[Dataset entries]
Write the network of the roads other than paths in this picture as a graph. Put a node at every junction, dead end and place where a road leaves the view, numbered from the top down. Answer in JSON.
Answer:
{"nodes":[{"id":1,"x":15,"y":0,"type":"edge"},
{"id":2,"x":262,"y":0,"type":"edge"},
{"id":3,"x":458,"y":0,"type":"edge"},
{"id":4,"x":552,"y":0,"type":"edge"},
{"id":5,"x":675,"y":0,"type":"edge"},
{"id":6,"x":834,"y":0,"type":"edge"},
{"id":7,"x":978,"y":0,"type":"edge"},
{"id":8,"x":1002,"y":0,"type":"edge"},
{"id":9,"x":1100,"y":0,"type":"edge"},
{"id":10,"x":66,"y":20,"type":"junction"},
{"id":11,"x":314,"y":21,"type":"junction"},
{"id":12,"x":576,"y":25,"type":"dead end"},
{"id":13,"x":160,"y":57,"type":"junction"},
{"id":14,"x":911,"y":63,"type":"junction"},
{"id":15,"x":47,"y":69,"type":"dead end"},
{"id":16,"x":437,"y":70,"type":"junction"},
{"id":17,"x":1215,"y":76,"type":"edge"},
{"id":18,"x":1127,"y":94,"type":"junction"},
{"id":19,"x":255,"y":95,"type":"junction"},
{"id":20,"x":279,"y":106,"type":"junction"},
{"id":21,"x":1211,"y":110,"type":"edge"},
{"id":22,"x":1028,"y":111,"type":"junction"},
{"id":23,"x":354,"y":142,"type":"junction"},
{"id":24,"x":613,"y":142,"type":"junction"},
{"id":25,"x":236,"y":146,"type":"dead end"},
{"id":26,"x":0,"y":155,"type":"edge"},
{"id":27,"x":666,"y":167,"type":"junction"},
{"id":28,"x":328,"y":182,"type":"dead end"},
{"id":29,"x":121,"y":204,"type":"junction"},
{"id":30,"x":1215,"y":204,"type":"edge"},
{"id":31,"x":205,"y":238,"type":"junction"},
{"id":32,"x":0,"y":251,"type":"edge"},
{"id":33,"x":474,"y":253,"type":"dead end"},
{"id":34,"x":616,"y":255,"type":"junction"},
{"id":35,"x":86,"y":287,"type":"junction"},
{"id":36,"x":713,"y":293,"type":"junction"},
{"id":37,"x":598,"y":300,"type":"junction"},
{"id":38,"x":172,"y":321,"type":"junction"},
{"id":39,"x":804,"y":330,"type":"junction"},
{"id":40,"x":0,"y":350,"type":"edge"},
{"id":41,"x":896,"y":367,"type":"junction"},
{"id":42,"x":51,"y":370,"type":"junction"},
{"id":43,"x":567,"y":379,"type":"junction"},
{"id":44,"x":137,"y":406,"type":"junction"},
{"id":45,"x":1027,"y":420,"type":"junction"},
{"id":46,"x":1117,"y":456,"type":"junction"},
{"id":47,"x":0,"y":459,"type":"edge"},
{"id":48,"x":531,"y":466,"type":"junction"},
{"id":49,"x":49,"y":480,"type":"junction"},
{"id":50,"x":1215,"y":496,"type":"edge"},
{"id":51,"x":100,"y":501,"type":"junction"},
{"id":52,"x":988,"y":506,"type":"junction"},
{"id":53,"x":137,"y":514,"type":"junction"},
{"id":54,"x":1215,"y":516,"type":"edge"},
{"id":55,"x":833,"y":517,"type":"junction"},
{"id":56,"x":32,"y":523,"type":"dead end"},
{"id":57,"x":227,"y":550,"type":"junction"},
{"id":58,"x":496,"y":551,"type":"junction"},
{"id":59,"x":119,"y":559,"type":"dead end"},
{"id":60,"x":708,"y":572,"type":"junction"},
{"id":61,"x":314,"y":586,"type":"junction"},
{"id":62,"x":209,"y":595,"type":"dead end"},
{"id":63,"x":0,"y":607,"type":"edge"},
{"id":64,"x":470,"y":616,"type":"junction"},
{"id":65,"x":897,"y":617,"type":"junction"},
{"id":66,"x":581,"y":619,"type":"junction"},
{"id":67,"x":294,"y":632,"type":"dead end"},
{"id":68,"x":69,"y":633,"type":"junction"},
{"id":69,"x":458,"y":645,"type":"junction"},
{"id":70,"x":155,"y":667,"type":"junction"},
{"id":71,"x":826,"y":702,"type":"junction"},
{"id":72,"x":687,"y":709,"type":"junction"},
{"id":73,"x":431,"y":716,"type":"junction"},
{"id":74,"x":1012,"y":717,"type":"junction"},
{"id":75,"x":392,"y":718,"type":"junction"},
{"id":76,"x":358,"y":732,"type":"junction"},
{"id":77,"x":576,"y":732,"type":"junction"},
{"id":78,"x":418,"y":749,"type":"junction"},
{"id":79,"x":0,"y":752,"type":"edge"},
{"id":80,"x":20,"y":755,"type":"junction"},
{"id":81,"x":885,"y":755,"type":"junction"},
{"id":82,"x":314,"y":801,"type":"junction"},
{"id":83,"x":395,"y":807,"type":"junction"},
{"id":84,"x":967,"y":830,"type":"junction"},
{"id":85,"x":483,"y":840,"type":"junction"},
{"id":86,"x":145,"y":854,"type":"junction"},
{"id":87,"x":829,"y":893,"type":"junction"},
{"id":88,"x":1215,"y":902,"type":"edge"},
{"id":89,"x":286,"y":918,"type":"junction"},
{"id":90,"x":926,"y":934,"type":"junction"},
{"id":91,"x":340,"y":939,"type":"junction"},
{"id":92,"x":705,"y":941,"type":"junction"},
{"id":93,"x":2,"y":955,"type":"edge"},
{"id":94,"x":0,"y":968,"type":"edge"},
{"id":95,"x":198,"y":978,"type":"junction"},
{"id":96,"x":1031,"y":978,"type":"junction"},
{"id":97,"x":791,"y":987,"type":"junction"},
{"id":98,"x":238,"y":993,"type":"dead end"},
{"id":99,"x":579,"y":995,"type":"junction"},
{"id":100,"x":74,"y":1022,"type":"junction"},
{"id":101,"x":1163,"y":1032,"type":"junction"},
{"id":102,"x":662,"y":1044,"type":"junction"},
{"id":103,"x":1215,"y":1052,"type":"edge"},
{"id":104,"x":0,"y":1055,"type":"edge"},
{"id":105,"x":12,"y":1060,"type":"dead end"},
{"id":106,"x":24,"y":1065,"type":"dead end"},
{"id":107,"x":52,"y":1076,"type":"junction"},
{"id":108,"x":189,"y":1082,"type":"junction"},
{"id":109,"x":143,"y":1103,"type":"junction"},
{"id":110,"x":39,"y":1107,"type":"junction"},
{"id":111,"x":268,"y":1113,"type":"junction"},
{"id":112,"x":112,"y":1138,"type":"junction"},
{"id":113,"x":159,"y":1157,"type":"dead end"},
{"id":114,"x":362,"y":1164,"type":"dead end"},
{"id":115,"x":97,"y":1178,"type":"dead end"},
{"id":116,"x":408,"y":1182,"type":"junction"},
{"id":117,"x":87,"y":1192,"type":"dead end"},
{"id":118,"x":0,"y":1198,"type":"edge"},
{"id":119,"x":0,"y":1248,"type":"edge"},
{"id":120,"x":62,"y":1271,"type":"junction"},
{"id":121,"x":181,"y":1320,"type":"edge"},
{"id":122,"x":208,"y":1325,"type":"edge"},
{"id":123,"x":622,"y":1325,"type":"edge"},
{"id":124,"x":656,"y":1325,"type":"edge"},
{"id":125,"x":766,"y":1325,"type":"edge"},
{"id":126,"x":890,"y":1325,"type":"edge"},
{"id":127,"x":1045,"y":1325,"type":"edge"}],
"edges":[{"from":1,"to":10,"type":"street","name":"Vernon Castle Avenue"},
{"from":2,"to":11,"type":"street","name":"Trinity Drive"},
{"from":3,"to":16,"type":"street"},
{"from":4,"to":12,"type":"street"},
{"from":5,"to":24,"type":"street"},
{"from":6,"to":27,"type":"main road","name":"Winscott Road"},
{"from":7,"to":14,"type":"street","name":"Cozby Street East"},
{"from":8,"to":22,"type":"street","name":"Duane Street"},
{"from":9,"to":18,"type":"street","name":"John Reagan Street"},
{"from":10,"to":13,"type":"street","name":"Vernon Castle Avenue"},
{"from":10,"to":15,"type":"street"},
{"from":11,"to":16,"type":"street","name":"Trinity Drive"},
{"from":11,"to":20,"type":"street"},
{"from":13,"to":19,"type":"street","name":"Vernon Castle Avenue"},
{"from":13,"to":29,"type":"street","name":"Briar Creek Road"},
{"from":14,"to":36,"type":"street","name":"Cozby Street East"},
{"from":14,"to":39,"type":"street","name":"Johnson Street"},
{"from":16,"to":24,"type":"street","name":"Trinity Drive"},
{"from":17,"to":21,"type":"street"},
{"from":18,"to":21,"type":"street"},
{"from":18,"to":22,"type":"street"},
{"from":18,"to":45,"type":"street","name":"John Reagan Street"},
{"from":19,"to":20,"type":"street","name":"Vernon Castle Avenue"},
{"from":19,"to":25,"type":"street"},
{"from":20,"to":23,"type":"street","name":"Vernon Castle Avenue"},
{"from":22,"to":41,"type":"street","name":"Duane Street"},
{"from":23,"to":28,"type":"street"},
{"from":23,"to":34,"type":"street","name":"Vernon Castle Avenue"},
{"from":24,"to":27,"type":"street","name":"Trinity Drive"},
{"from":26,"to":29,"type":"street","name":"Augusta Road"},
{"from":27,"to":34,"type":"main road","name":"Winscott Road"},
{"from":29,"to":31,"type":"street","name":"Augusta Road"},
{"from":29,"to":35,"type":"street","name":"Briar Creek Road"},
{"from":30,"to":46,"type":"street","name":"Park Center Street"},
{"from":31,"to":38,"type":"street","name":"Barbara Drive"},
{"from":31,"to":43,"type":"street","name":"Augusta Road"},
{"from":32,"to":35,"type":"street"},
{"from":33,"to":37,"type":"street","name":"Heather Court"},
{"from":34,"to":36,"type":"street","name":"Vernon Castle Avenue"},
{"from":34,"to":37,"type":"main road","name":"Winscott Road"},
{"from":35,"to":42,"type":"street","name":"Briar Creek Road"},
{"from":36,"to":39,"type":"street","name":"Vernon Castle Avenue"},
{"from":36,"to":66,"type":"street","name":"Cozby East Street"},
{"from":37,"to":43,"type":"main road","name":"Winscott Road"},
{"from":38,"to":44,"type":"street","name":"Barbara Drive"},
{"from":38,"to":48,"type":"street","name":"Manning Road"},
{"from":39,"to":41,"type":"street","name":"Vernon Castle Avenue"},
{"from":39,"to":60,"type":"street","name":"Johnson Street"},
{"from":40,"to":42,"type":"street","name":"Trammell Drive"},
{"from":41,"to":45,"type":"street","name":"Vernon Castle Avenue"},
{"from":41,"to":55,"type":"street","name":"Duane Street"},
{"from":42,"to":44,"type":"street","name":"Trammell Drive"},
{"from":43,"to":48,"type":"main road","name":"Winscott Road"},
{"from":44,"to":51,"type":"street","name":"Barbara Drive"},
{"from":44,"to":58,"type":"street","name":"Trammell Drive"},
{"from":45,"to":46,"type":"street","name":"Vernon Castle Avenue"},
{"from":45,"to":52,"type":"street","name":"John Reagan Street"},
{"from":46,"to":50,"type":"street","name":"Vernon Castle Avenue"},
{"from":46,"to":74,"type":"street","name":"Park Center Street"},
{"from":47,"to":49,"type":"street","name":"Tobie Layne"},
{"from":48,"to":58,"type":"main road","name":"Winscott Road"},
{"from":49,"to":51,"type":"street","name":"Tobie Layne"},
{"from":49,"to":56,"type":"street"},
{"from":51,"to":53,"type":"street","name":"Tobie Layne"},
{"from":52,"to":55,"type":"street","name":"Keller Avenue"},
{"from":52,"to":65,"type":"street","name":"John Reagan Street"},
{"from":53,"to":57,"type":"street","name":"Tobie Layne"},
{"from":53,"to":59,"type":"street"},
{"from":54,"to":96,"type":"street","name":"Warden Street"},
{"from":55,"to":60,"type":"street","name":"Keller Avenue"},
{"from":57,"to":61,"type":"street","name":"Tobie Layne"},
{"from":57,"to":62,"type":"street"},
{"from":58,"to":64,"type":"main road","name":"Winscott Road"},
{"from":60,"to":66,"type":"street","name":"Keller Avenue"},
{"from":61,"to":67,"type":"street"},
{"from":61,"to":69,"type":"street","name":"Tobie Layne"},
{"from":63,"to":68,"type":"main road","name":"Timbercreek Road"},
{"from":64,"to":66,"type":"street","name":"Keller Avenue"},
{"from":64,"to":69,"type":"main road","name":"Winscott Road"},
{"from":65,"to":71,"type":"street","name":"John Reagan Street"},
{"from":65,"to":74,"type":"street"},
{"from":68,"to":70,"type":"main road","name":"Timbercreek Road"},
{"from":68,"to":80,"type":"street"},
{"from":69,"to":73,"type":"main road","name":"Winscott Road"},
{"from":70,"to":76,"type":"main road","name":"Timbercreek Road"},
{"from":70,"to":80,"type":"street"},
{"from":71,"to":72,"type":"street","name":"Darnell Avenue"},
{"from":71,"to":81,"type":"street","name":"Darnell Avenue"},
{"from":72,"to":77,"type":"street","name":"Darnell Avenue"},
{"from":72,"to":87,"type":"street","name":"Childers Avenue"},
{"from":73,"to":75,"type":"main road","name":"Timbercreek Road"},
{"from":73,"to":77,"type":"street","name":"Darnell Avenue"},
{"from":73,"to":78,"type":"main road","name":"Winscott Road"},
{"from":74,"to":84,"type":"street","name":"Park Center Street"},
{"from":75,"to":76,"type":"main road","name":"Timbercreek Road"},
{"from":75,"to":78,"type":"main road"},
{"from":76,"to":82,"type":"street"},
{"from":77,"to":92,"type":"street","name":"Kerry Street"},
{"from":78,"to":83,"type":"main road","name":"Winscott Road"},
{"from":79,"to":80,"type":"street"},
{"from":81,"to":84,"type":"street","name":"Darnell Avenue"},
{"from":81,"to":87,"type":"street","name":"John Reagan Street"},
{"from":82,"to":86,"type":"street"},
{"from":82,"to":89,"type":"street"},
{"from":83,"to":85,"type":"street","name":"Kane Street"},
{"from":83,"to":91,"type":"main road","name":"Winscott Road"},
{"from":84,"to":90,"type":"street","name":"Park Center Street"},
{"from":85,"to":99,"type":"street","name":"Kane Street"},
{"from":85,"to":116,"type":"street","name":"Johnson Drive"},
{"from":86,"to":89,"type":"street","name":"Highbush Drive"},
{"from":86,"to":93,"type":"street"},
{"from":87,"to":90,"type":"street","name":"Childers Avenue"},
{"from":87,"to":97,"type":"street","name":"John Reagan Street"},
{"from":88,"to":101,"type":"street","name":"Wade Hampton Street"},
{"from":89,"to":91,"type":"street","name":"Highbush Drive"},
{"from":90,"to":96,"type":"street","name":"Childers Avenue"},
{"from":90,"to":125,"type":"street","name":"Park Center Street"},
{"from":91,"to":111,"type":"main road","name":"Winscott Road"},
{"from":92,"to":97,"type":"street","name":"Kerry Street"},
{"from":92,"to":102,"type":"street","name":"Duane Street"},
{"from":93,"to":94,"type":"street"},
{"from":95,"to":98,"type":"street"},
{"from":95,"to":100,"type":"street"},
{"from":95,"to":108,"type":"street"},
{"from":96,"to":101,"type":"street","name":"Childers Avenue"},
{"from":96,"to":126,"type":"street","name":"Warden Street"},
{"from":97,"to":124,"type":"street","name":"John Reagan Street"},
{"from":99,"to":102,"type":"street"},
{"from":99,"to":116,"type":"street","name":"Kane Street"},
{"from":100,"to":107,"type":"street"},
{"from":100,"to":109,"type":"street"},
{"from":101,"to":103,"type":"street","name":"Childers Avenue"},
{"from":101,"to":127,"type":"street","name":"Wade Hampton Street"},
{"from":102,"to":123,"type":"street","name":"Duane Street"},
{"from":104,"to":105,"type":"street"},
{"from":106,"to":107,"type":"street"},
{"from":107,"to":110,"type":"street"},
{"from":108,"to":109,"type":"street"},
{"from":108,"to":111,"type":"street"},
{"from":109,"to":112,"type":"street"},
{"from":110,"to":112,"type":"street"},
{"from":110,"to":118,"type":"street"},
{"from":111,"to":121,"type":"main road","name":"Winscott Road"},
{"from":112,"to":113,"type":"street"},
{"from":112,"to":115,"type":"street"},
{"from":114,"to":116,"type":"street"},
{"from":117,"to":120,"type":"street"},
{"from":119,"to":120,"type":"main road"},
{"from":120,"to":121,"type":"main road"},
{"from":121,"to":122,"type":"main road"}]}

• [What you will do]
Line count for "Vernon": report how many lines in the data above include it, with no other words.

• [Response to the task]
12